Why is it important to know CPR for children?

A sound knowledge of Cardio Pulmonary Resuscitation (CPR) is important for any carer. However, there are many people who don’t see the importance of this knowledge for a nanny. In reality one to two children in every hundred thousand suffer a sudden cardiac arrest each year. A significant number more experience cardiac arrest due to congenital heart disease, with a proportion of these cases being undiagnosed before the incident.
While it is hoped that all children are healthy and that such tragedy won’t befall them, it is imperative that your nanny has a sound understanding of CPR and is capable of performing it in an emergency. The immediacy of their response can literally be the difference between life and death and their ability to perform it properly on a child is vital.

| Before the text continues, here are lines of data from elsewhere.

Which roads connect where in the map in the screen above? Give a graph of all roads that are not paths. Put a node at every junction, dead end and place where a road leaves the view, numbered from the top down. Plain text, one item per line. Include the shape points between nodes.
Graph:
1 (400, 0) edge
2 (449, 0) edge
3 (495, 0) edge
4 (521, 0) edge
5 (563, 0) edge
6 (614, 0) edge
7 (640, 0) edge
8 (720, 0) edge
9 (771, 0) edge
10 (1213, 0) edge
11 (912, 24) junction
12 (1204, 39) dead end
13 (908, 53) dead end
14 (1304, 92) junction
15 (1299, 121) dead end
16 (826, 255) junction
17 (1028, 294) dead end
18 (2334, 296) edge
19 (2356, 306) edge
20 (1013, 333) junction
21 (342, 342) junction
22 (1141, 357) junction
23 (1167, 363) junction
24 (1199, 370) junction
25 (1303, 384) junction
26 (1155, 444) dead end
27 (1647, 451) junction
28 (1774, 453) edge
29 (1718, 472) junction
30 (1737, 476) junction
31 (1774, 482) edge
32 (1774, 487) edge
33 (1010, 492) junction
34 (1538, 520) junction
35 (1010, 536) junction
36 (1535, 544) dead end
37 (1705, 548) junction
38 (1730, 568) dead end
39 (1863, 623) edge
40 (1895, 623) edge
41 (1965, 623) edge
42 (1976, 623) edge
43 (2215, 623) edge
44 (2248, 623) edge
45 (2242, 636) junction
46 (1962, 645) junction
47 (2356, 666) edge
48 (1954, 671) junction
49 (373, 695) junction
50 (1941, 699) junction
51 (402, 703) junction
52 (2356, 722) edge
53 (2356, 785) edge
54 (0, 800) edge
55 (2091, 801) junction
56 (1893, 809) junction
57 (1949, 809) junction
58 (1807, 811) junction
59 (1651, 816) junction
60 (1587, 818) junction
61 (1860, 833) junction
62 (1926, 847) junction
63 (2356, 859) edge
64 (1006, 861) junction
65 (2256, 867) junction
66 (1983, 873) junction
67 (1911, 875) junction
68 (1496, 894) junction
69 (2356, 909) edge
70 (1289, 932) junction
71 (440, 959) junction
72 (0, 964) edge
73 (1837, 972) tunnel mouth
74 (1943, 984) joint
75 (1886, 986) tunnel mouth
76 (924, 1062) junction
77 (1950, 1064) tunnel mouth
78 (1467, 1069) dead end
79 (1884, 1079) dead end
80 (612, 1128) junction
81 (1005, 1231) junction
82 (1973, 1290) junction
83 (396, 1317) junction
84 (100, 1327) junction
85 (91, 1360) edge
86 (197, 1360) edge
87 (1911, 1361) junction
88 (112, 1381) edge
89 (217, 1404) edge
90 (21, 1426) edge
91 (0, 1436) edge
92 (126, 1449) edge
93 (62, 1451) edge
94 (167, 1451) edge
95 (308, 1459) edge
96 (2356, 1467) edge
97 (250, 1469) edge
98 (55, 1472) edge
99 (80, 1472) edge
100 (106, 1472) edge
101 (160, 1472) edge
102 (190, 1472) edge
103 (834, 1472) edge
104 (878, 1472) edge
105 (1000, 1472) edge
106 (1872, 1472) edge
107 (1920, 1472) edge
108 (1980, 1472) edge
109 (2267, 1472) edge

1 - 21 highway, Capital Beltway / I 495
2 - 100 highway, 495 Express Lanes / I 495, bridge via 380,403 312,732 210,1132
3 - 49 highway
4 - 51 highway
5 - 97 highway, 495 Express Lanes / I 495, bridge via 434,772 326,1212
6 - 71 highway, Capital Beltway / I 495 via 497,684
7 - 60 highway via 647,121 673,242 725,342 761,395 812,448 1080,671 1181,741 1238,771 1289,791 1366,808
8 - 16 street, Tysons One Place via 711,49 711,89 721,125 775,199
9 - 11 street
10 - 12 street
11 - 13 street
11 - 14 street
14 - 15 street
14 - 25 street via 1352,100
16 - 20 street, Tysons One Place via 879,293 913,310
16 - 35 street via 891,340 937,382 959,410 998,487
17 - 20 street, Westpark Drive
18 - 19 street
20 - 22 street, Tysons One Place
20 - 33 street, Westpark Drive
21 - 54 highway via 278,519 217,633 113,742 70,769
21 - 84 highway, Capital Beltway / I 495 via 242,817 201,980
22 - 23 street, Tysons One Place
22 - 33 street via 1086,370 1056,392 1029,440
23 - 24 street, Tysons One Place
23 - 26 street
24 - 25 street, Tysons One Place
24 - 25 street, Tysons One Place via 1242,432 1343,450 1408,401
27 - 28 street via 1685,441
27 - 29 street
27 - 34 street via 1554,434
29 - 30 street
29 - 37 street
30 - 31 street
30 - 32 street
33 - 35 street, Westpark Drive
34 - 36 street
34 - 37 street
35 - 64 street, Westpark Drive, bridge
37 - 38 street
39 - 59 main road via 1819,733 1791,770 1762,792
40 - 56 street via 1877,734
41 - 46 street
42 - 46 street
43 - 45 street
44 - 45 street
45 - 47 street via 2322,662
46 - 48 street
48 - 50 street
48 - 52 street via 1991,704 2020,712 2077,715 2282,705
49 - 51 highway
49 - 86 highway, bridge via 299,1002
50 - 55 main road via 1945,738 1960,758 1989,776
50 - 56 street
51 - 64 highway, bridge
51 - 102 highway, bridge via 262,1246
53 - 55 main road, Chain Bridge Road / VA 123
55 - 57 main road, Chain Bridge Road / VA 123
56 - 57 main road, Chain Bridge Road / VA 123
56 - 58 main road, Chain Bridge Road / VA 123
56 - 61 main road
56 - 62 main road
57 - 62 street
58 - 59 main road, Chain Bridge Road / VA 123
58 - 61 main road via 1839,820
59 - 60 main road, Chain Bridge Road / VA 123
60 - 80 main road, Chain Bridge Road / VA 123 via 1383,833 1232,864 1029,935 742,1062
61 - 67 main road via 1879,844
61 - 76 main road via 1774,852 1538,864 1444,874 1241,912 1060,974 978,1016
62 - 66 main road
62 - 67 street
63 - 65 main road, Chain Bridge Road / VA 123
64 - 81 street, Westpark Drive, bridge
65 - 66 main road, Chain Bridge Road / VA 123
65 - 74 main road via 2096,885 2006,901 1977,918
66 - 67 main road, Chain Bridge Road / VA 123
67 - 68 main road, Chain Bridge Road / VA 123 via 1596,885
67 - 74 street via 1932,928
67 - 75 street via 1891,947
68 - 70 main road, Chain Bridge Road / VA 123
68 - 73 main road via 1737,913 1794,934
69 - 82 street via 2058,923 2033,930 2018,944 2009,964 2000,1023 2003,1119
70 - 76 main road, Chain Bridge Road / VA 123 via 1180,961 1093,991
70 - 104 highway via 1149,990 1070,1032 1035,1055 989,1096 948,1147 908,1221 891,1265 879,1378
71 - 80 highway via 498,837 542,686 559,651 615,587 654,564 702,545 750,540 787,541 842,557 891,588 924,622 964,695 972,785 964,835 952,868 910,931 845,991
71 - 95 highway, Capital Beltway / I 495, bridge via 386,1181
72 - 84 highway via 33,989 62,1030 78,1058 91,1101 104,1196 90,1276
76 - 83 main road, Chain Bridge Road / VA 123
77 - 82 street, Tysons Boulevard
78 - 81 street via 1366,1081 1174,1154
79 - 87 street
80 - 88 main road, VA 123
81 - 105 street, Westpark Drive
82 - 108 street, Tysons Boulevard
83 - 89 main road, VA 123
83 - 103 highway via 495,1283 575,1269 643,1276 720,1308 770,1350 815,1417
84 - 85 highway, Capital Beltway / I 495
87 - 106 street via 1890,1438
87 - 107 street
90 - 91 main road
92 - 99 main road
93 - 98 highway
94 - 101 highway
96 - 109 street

Although it may be stating the obvious, children and infants are significantly smaller than adults. The development of their chest and windpipe at the time of an incident can have a profound bearing on the way CPR is administered.
In the initial moments of realizing that a child has stopped breathing, the carer needs to give two quick breaths in about two seconds. However, great care is required to avoid damaging the lungs of the child. While providing the breaths to a child over the age of one year, the carer must be aware of the rise of the chest of the child; a clear rise of the chest is essential, but too much force can have devastating results. In the same way, when providing two quick breaths for an infant, younger than one year of age, the breath should be no more than a puff that fills the carer’s cheeks.
In order to administer the breaths effectively, the carer needs to be sure that the airways are clear and, for a child older than one, a slight head tilt is required. This is similar to the needs of an adult and the purpose is similar in that the breath needs to progress to the lungs and not simply inflate the stomach. As for an adult, the mouth of the carer needs to seal around the mouth of the patient and the nose should be pinched to stop the breath only circulating through the upper respiratory tract.
When dealing with a child under the age of one, the head is not tilted. Due to the flexibility of the still developing trachea, the windpipe will close if the head is tilted. An infant in such a dilemma can be cradled in the crook of the carer’s elbow with the head supported by the hand of the carer and lifted to the carer’s mouth as required. Given the size of the mouth and nose of the infant, it is often easier to form a seal entirely over the mouth and nose of the child with the mouth of the carer.
Should the child’s heart also have stopped, then compressions of the chest will be required. The location of the compression site is similar for a child over the age of one as it is for an adult, but the compressions must be no more than one third the depth of the chest. On most children this will mean a compression of between one and one and a half inches (two to three centimeters).
The same proportion of depth on a baby under one year is required, that is, one third the depth of the chest, which equates to a half to three quarters of an inch (one to one and half centimeters). However, rather than locating the compression site specifically, compressions should be made with two fingers only to the lower half of the sternum.
While the focus of any such situation must be on the patient, it is important that your nanny be aware of the dangers of exchanging bodily fluids. For this reason, your nanny will hopefully have a professional breathing mask in her equipment bag or at least a specially designed plastic shield to create a barrier between the child and the nanny’s mouth.
The difference between administering CPR to an adult, a child and an infant are largely obvious in the calm light of a discussion, but it is imperative that your nanny is practiced and confident in providing this life saving skill on a child or infant in an emergency situation.